After my WordPress website was hacked into, I began to look into all the options and advice for setting it up securely.
Step 1: Getting the Latest WordPress Version
I like to use the shell for this since it saves on downloading it on one of my computers and then transferring it onto a remote server. Login to your file hosting server with the shell account you assigned to your domain. Navigate to a directory where you want to work from, keeping in mind that it doesn’t have to be the directory that is set to be public on the Internet (i.e. where the files placed here can be reached via a browser). At the prompt, run: wget http://wordpress.org/latest.tar.gz
The above link will always download the latest release. Now you need to decompress this archive, run: tar -xzvf latest.tar.gz
In your current directory, you should now have a directory called wordpress that you can rename to anything. You will be pointing your URL address to this folder as your root.
Delete readme.html from the wordpress root directory as this will tip off the exact version you have installed to possible attackers.
Step 2: Changing the wp-config.php File
Fill in the information related to the database you’ll be using in the following defines: DB_NAME, DB_USER, DB_PASSWORD, DB_HOST
You should always change the default database table prefix from wp_ to something a bit harder to guess. In most installations, people will have one database devoted strictly to WordPress, so you don’t even have to prefix the tables with wp_; just create a random alphanumeric string (about 4-6 characters long) and use that as your prefix.
$table_prefix = 'wp_'; $table_prefix = 'rRe342_';
Pay attention to the Authentication Unique Keys section and be sure to get a new generated set from the WP secret-key service https://api.wordpress.org/secret-key/1.1/ as it says in the comments area.

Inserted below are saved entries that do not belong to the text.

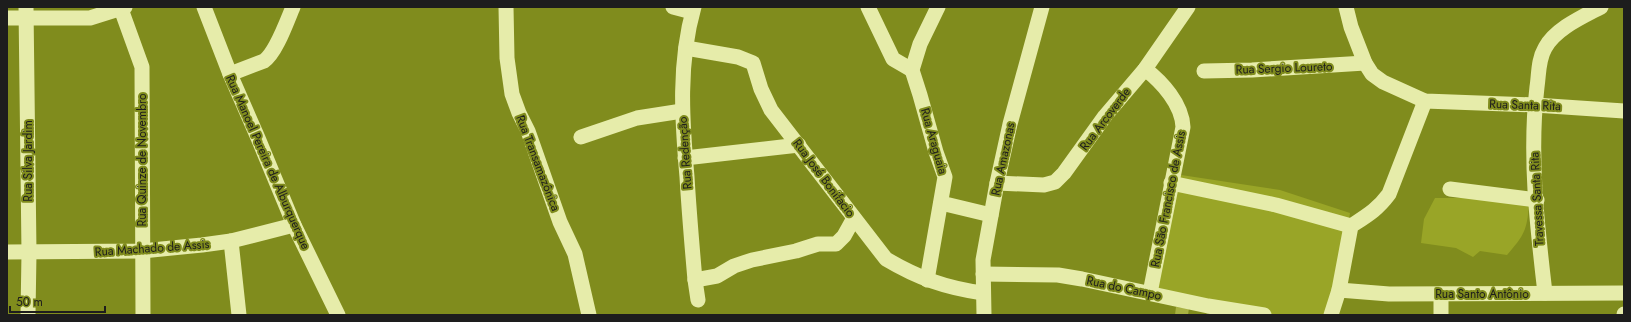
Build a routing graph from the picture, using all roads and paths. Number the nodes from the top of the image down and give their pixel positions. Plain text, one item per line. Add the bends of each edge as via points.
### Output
1 (204, 7) edge
2 (293, 7) edge
3 (506, 7) edge
4 (673, 7) edge
5 (868, 7) edge
6 (938, 7) edge
7 (1042, 7) edge
8 (1188, 7) edge
9 (1346, 7) edge
10 (1601, 7) edge
11 (123, 8) edge
12 (693, 10) edge
13 (26, 12) edge
14 (1573, 14) edge
15 (7, 18) edge
16 (686, 48) junction
17 (1364, 63) junction
18 (1145, 69) junction
19 (912, 70) junction
20 (1204, 71) dead end
21 (230, 74) junction
22 (1425, 101) junction
23 (1535, 105) junction
24 (682, 110) junction
25 (1624, 111) edge
26 (581, 137) dead end
27 (798, 145) junction
28 (685, 158) junction
29 (997, 183) junction
30 (1171, 183) junction
31 (1450, 189) dead end
32 (1537, 200) junction
33 (941, 203) junction
34 (991, 215) junction
35 (854, 218) junction
36 (294, 225) junction
37 (1351, 226) junction
38 (230, 241) junction
39 (142, 251) junction
40 (7, 252) edge
41 (29, 253) junction
42 (983, 274) junction
43 (695, 280) junction
44 (927, 280) junction
45 (1339, 290) junction
46 (983, 293) junction
47 (1150, 293) junction
48 (1624, 293) edge
49 (1441, 294) junction
50 (1545, 294) junction
51 (698, 300) dead end
52 (1207, 311) edge
53 (28, 315) edge
54 (143, 315) edge
55 (239, 315) edge
56 (338, 315) edge
57 (589, 315) edge
58 (984, 315) edge
59 (1264, 315) edge
60 (1331, 315) edge
61 (1441, 315) edge

1 - 21 street, Rua Manoel Pereira de Alburquerque
2 - 21 street via 268,58
3 - 57 street, Rua Transamazônica via 507,58 512,94 574,254
4 - 12 street
5 - 19 street via 893,59
6 - 19 street via 920,44
7 - 29 street, Rua Amazonas via 1010,124
8 - 18 street, Rua Arcoverde
9 - 17 street
10 - 14 street, Travessa Santa Rita
11 - 13 street via 90,18
11 - 39 street, Rua Quinze de Novembro via 142,68
12 - 16 street, Rua Redenção
13 - 15 street
13 - 41 street, Rua Silva Jardim
14 - 23 street, Travessa Santa Rita via 1545,47 1540,60
16 - 24 street, Rua Redenção via 682,68
16 - 27 street, Rua José Bonifacio via 750,61 771,110
17 - 20 street, Rua Sergio Loureto
17 - 22 street via 1372,74 1383,82
18 - 29 street, Rua Arcoverde via 1105,116 1055,182 1044,185
18 - 30 street, Rua São Francisco de Assis via 1162,85 1183,120
19 - 33 street, Rua Araguaia via 945,177
21 - 36 street, Rua Manoel Pereira de Alburquerque
22 - 23 street, Rua Santa Rita
22 - 37 street via 1389,194 1369,216
23 - 25 street, Rua Santa Rita
23 - 32 street, Travessa Santa Rita
24 - 26 street via 637,118
24 - 28 street, Rua Redenção
27 - 28 street
27 - 35 street, Rua José Bonifacio
28 - 43 street, Rua Redenção
29 - 34 street, Rua Amazonas
30 - 37 street via 1276,205
30 - 47 street, Rua São Francisco de Assis
31 - 32 street
32 - 50 street, Travessa Santa Rita
33 - 34 street
33 - 44 street, Rua Araguaia
34 - 42 street, Rua Amazonas
35 - 43 street via 844,236 836,244 818,244 752,260 734,266 718,276
35 - 44 street, Rua José Bonifacio via 886,259
36 - 38 street, Rua Machado de Assis
36 - 56 street, Rua Manoel Pereira de Alburquerque
37 - 45 street
38 - 39 street, Rua Machado de Assis
38 - 55 street
39 - 41 street, Rua Machado de Assis
39 - 54 street, Rua Quinze de Novembro
40 - 41 street, Rua Machado de Assis
41 - 53 street, Rua Silva Jardim
42 - 46 street, Rua Amazonas
42 - 47 street, Rua do Campo via 1058,275
43 - 51 street, Rua Redenção
44 - 46 street, Rua José Bonifacio
45 - 49 street, Rua Santo Antônio via 1389,294
45 - 60 street
46 - 58 street, Rua Amazonas
47 - 52 street, Rua do Campo
48 - 50 street, Rua Santo Antônio
49 - 50 street, Rua Santo Antônio
49 - 61 street
52 - 59 street, Rua do Campo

A good discussion of other wp-config.php options is found here: http://codex.wordpress.org/Editing_wp-config.php
Step 3: Creating Directory-Level Password Checks
htpasswd -cm /home/<username>/<website>/.htpasswd <new username you want to create a password for>
use the -m for MD5
Step 4: Changing the DreamHost Server Settings to Point to Your New WordPress Installation
To run the WordPress install script, you will need to change the settings of the server to point to your WP root directory (the one created during the decompressing of the archive in Step 1). For DreamHost Web Panel users, head to Manage Domains found either through the Toolbox shortcut or under the Main Menu Domains heading. Find the domain (or sub-domain) name you want WordPress to be shown from and click on its Edit button. Now fill out the Web Directory textbox to map onto the WP root directory.
It may be handy to have phpMyAdmin open and ready for the database you’ll be using as you’re going to want to modify a few things.